Monday, January 6, 2014

Resolved: To Stop Making Writing Resolutions

Happy new year! With the first January post of the year comes the near-obligatory charge to address the making of new year's resolutions. I'm not going to do it. Why? Because this year, instead of resolutions, I'm concentrating on a different "r" word--routines.

In my experience, resolutions, no matter how well meant, don't really change anything substantial.In fact, unless they're written down and posted somewhere prominent, they're often forgotten by Valentine's Day.

Routines do change things. Routines are like taking resolutions and giving them hands and feet. Routines lift resolutions up off the couch and shoo them out into the world to do their work.

Here's what I mean.

Resolution: I resolve to receive a publishing contract for my novel this year.

Really? Unless I choose to self-publish, that goal is out of my control. I can't make a publisher offer me a contract, any more than I can make them pluck my manuscript out of the slush pile and read it in the first place. But what I can do is make sure the novel is constantly in circulation, constantly in motion, constantly landing on someone's desk.

Routine: I will take action every week/month/quarter to give my fiction proposal the best chance of being seen by the right publishers. That's something I can do. I can research publishers and narrow down what they're looking for. I can craft and polish my query letter and proposal until they sparkle. I can work with my agent to make sure the proposal is being sent to the right pairs of eyeballs. I can set appointments to meet with editors at writing conferences. While I can't make the proverbial horse lean down and take a sip, I can do plenty of things to lead him to water and make that water look mighty appealing and thirst-quenching to a thirsty horse.

Here's another example:

Resolution: I will finish writing my second novel.

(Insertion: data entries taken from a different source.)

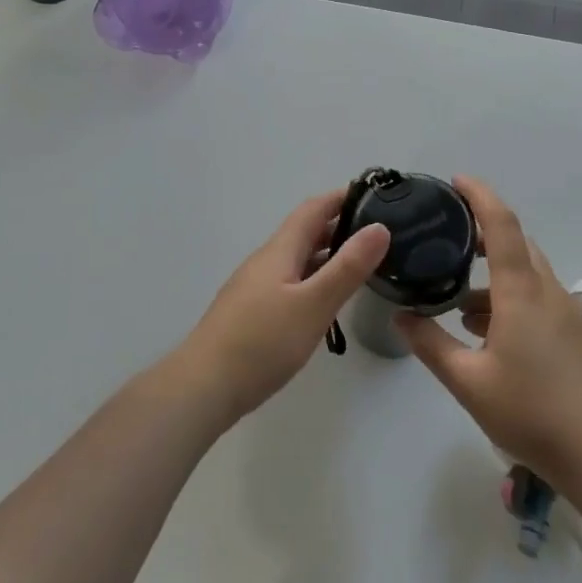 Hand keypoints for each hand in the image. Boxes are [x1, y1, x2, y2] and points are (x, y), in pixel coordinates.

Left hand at [174, 191, 389, 426]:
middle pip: (304, 232)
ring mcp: (255, 288)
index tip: (374, 195)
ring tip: (361, 264)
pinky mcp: (252, 313)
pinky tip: (326, 301)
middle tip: (377, 233)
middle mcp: (266, 261)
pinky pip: (290, 283)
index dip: (341, 197)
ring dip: (327, 254)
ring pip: (297, 260)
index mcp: (280, 250)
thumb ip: (347, 267)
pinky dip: (314, 280)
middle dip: (339, 225)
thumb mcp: (313, 304)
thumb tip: (379, 227)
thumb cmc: (261, 342)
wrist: (202, 387)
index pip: (313, 209)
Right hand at [395, 177, 581, 489]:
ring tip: (456, 299)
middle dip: (481, 232)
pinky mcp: (574, 336)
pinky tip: (486, 332)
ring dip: (493, 274)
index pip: (501, 224)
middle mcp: (547, 291)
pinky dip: (507, 298)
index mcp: (521, 291)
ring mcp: (565, 314)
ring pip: (525, 274)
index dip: (479, 195)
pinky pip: (536, 298)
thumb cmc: (534, 413)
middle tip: (445, 238)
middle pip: (516, 243)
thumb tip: (401, 316)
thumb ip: (431, 345)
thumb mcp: (469, 382)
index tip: (455, 181) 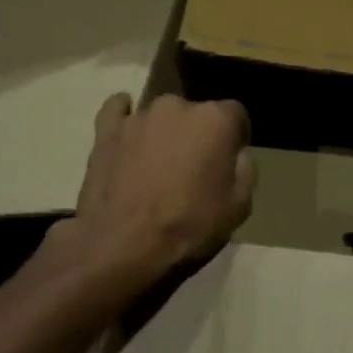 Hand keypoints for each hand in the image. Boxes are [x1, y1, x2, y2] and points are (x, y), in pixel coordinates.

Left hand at [60, 93, 255, 290]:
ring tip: (158, 166)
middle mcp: (178, 106)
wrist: (122, 245)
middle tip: (193, 169)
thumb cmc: (188, 226)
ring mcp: (139, 116)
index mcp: (215, 120)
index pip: (236, 115)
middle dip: (198, 135)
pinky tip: (127, 132)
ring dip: (165, 133)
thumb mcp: (238, 208)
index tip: (230, 162)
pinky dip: (124, 117)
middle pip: (196, 114)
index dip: (236, 138)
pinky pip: (117, 110)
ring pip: (161, 116)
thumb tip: (238, 155)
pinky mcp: (107, 130)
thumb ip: (245, 171) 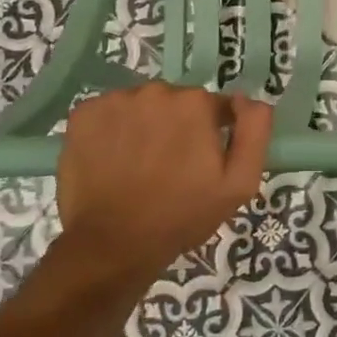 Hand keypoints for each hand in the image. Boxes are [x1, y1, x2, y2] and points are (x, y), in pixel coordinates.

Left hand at [57, 82, 273, 279]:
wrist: (115, 244)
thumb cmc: (182, 215)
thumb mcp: (239, 183)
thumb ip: (255, 132)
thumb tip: (248, 99)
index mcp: (195, 103)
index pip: (212, 107)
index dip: (209, 134)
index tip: (199, 163)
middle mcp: (155, 91)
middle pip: (174, 103)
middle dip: (175, 127)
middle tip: (168, 168)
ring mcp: (115, 101)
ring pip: (140, 106)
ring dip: (143, 127)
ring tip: (137, 166)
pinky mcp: (82, 115)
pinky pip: (107, 113)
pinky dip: (111, 131)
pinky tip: (112, 160) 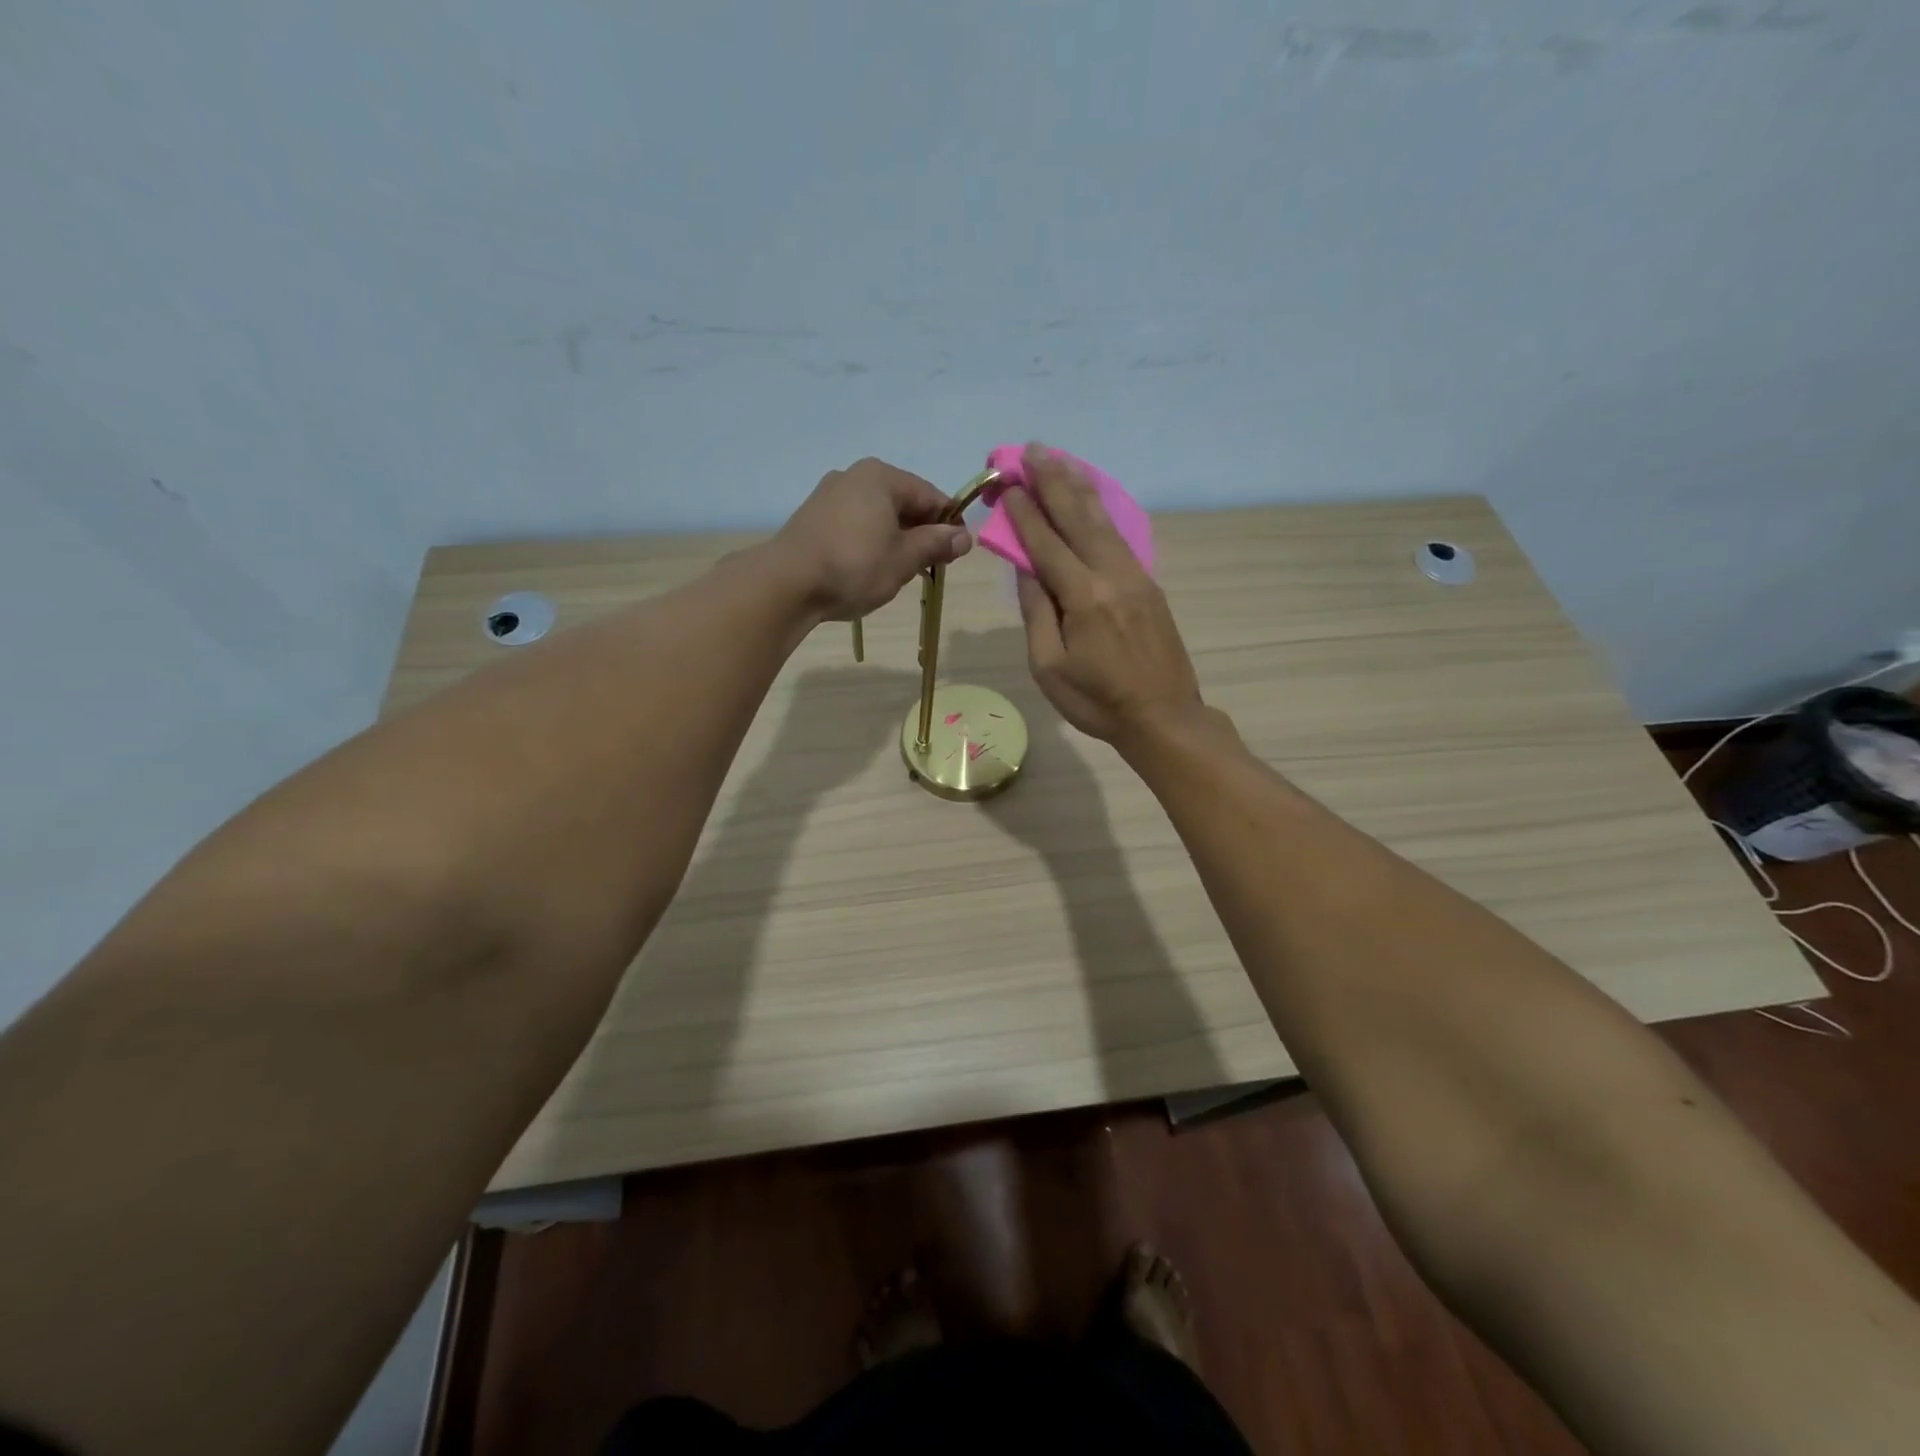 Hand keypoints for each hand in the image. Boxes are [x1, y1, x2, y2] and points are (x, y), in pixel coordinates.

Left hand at [774, 458, 971, 621]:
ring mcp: (829, 494)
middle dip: (920, 533)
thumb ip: (936, 544)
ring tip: (897, 573)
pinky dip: (869, 542)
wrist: (787, 583)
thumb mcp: (904, 559)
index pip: (931, 496)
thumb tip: (964, 536)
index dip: (949, 525)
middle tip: (927, 568)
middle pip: (903, 503)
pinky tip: (867, 569)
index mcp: (882, 477)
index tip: (955, 555)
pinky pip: (854, 524)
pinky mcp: (812, 517)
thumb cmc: (854, 566)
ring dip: (895, 540)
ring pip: (878, 515)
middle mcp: (854, 476)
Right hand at [1005, 444, 1202, 743]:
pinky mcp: (1149, 585)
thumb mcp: (1049, 668)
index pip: (1046, 544)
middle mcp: (1111, 575)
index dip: (1024, 513)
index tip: (1007, 483)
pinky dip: (1102, 510)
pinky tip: (1092, 496)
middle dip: (1051, 482)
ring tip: (1059, 458)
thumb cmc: (1096, 701)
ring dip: (1078, 487)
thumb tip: (1027, 568)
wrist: (1163, 717)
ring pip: (1103, 521)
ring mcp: (1135, 576)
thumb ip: (1036, 613)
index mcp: (1083, 598)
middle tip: (1031, 450)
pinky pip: (1120, 536)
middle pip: (1077, 518) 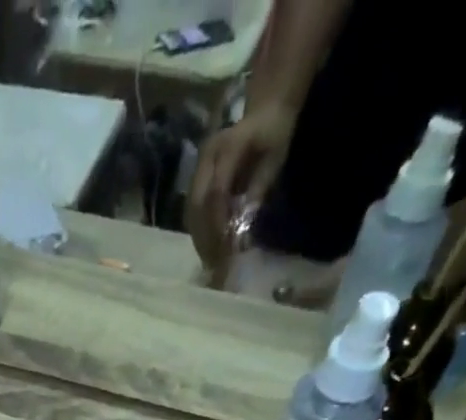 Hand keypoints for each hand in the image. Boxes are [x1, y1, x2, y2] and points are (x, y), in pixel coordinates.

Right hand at [188, 107, 293, 268]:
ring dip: (199, 238)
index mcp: (227, 147)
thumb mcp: (274, 158)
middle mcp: (206, 157)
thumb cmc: (274, 132)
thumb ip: (259, 189)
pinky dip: (198, 231)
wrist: (265, 110)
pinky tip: (207, 247)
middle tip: (214, 263)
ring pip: (190, 210)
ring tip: (210, 261)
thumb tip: (244, 227)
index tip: (226, 247)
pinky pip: (191, 210)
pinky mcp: (195, 179)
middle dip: (205, 236)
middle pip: (197, 204)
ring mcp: (197, 167)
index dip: (218, 222)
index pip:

The problem with this resolution is that, not only is it vague (what constitutes "done," anyway? So many words written, no matter how rough? Polished and shined to perfection?), but I won't know for months whether it's a realistic aim. By December 2014 when I look back and say "I did it" or "I didn't do it," it's too late to make any necessary mid-course corrections. However, if I recast it . . .

Routine: I will write at least 500 (or 1000 or 250) words a day on my novel.

That's a goal I can control. When evening falls, either I've done it or I haven't. The result may be a finished novel, or it may turn out to be a darn good start. Either way, the routine of writing X number of words a day is in my control, even when the result is not.

When it comes to your writing, do you tend to make resolutions or set routines (or both, or neither)? How will you keep your productivity high in 2014?


Mary Jane Honegger said...

I think your resoluciton to write so many words a day is write on! (Pun intended.) My problem is letting life interfere. I remember reading that Jack London wrote a set number of words each day whether sick, traveling or having company visit. He would stay locked in his rooms and tell his guests to enjoy themselves until he was done with his writing. That is my resolution this year. Good luck to all you writers out there in 2014!

Elizabeth S. Brinton said...

Great advice Jenny, and you will achieve your goal. Thank you for inspiring me today. I have a new plan of getting through ten pages of revision a day. I'm at the half way mark, and so by June, I plan to be done, DONE, and on to the next book. While I do not know what that is yet, I will have a plan in place. This is the first year that my resolutions have nothing to do with food!